Thanks for contributing the article--very interesting. I'll have to think hard about spending the $25 to get the full text, but from the abstract, I have a couple of questions:

1) are these subjects controlled for number of years pitched? Could the pitch count be correlated but not causal? I'm really not saying yes or no to this question, but it is unclear from the writup.

Assume that the cause was how many months one pitches a year (so the arm doesn't recover in the off season). Would it not also be plausible that the best pitchers, the ones with the largest pitch counts, would also be the ones that pitch more months out of the year?

2) It appears that the types of pitches are related to arm injuries (curves and sliders). When I was a kid, our league forbade the throwing of breaking pitches for this reason (though I think it is doubtful they had statistically valid results to reach this conclusion)

What they say about pitch counts in the results is this:
"There was a significant association between the number of pitches thrown in a game and during the season and the rate of elbow pain and shoulder pain." I have no way of making decisions about what to do about pitch counts based on this, and I presume that if they had firm results related to specific pitch counts they would have indicated as such. (They did indicate specific results with curves and sliders).

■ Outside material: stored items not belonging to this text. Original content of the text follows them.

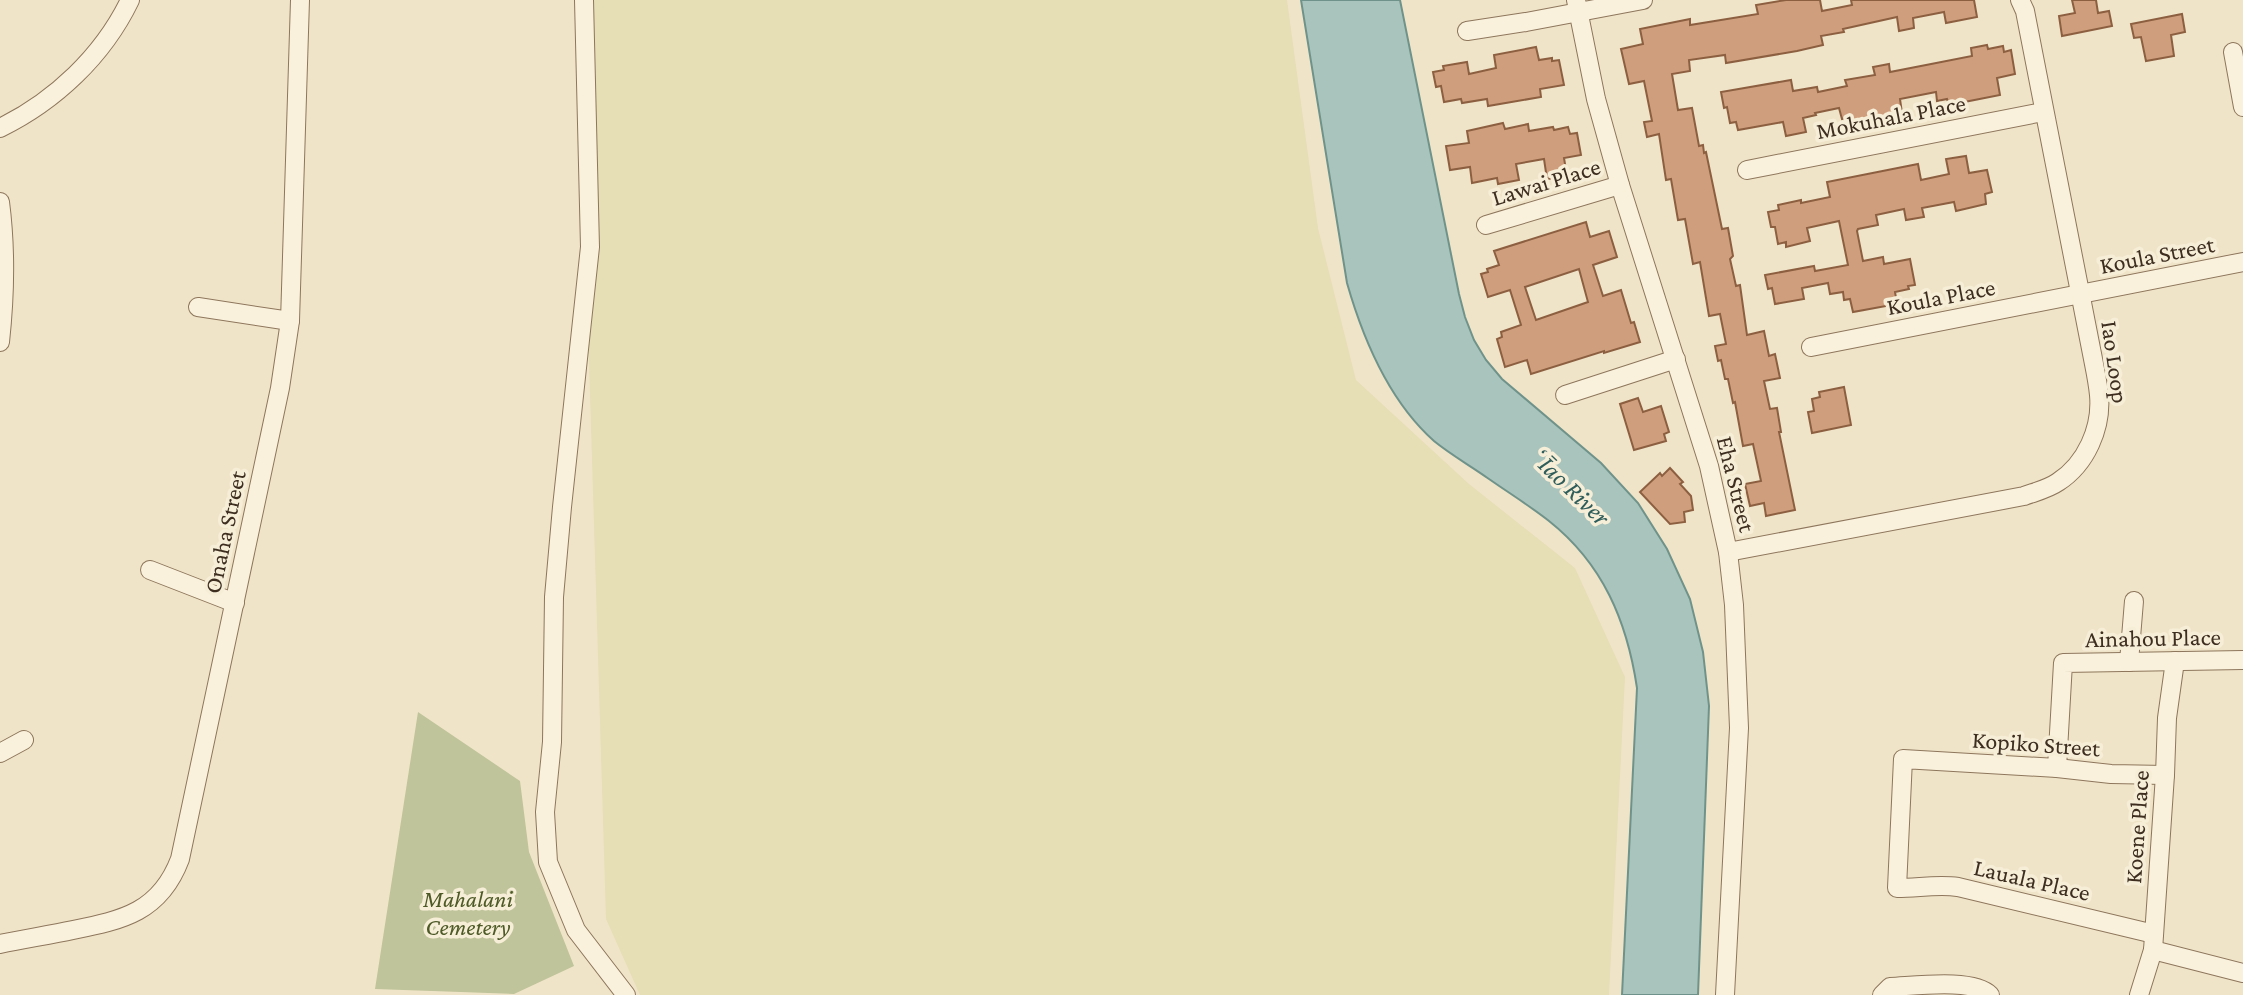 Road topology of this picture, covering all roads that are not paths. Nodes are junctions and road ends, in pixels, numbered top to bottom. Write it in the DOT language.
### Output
graph roads {
  1 [pos="130,0"];
  2 [pos="300,0"];
  3 [pos="584,0"];
  4 [pos="1643,0"];
  5 [pos="2020,0"];
  6 [pos="1578,6"];
  7 [pos="1467,31"];
  8 [pos="2233,52"];
  9 [pos="2243,107"];
  10 [pos="2043,112"];
  11 [pos="0,128"];
  12 [pos="1747,170"];
  13 [pos="1620,185"];
  14 [pos="0,202"];
  15 [pos="1486,225"];
  16 [pos="2243,262"];
  17 [pos="2080,295"];
  18 [pos="198,307"];
  19 [pos="290,321"];
  20 [pos="0,342"];
  21 [pos="1811,347"];
  22 [pos="1676,359"];
  23 [pos="1565,395"];
  24 [pos="1728,552"];
  25 [pos="150,570"];
  26 [pos="2134,601"];
  27 [pos="235,603"];
  28 [pos="2243,660"];
  29 [pos="2175,661"];
  30 [pos="2129,662"];
  31 [pos="24,740"];
  32 [pos="0,753"];
  33 [pos="2057,768"];
  34 [pos="2165,775"];
  35 [pos="1897,888"];
  36 [pos="2154,942"];
  37 [pos="0,944"];
  38 [pos="2243,973"];
  39 [pos="626,995"];
  40 [pos="1725,995"];
  41 [pos="1882,995"];
  42 [pos="1990,995"];
  43 [pos="2139,995"];
  1 -- 11 [label="street"];
  2 -- 19 [label="street, Onaha Street"];
  3 -- 39 [label="street"];
  4 -- 6 [label="street"];
  5 -- 10 [label="street, Iao Loop"];
  6 -- 7 [label="street"];
  6 -- 13 [label="street, Eha Street"];
  8 -- 9 [label="street"];
  10 -- 12 [label="street, Mokuhala Place"];
  10 -- 17 [label="street, Iao Loop"];
  13 -- 15 [label="street, Lawai Place"];
  13 -- 22 [label="street, Eha Street"];
  14 -- 20 [label="street"];
  16 -- 17 [label="street, Koula Street"];
  17 -- 21 [label="street, Koula Place"];
  17 -- 24 [label="street, Iao Loop"];
  18 -- 19 [label="street"];
  19 -- 27 [label="street, Onaha Street"];
  22 -- 23 [label="street"];
  22 -- 24 [label="street, Eha Street"];
  24 -- 40 [label="street, Eha Street"];
  25 -- 27 [label="street"];
  26 -- 30 [label="street"];
  27 -- 37 [label="street, Onaha Street"];
  28 -- 29 [label="street, Ainahou Place"];
  29 -- 30 [label="street, Ainahou Place"];
  29 -- 34 [label="street, Koene Place"];
  30 -- 33 [label="street, Ainahou Place"];
  31 -- 32 [label="street"];
  33 -- 34 [label="street, Kopiko Street"];
  33 -- 35 [label="street, Kopiko Street"];
  34 -- 36 [label="street, Koene Place"];
  35 -- 36 [label="street, Lauala Place"];
  36 -- 38 [label="street, Lauala Place"];
  36 -- 43 [label="street, Koene Place"];
  41 -- 42 [label="street"];
}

There is a related article on the web site you provided here. It was a self-report study, but groups many of these effects together.

Let me also say that the whole problem that I am addressing may be due to the news article I cited being poorly written, not including the evidence for pitch count of 85 having a significant effect. I really have no dog in this fight--I was just struck by the article having mismatched evidence and conclusions. That said, if there is a good article cited pitch counts (especially if the number 85 shows up), I'll be very interested.

Van Scott said...

You're welcome for the article, and you raise some good questions on the design of the experiment(s) (are subjects controlled?) and some of the key constructs.

The "months pitched" hypothesis sounds plausible to me, though I know almost nothing about baseball (I did read Moneyball ).

It seems to me there would be a strong correlation between "pitch count" (in a game) and "months pitched" (in a year). And geography, as you posted earlier, may also be relevant. But "causality" would depend on random selection and assignment (I think).

I'll check to see if I have access to the fulltext of any of the articles through our local library and EBSCO host (especially one on pitch counts).

This discussion is very interesting to me in terms of:

1. What is the issue? (Is there an issue?)

2. How is it studied? (adequate data? good methodology?)

3. What decision (policy) results from the conclusion?

4. How is it reported?

It appears to me that there is a cluster of studies that address various factors of baseball injury. The news story probably used just one for underlying evidence.

I have no dog in this fight either, and I appreciate your eye for parsing out data and decisions in news articles.

Van Scott said...

I checked our local library's Academic Journal Premier (from EBSCO), but I don't have easy access to any of sports medicine journals that contain the articles--just abstracts.

But it was a interesting discussion. Thanks for posting.

Will Dwinnell said...

I've noticed the frequent use of another type of pseudo-evidence.

Here's how it works: Some predictive indicator occurs or does not occur. Likewise, some outcome of interest occurs or does not occur. The pseudo-evidence takes the form of an argument which focuses on the probability of the outcome, given the presence of the predictive indicator.

Here's an example: "Studies show that 80% of automobile accidents occur when at least one driver is doing something illegal, so you should avoid driving illegally." Notice the focus on "how high" this probability is. A more interesting question, in my opinion, is: "What is the probability of an automobile accident, with and without illegal driving?" It may turn out that accidents are more probable when drivers drive legally.

Any situation with a single binary predictor and a single binary outcome may be described by a 2x2 table of frequencies. It's important to know which fraction(s) of that table measure what one's interested in.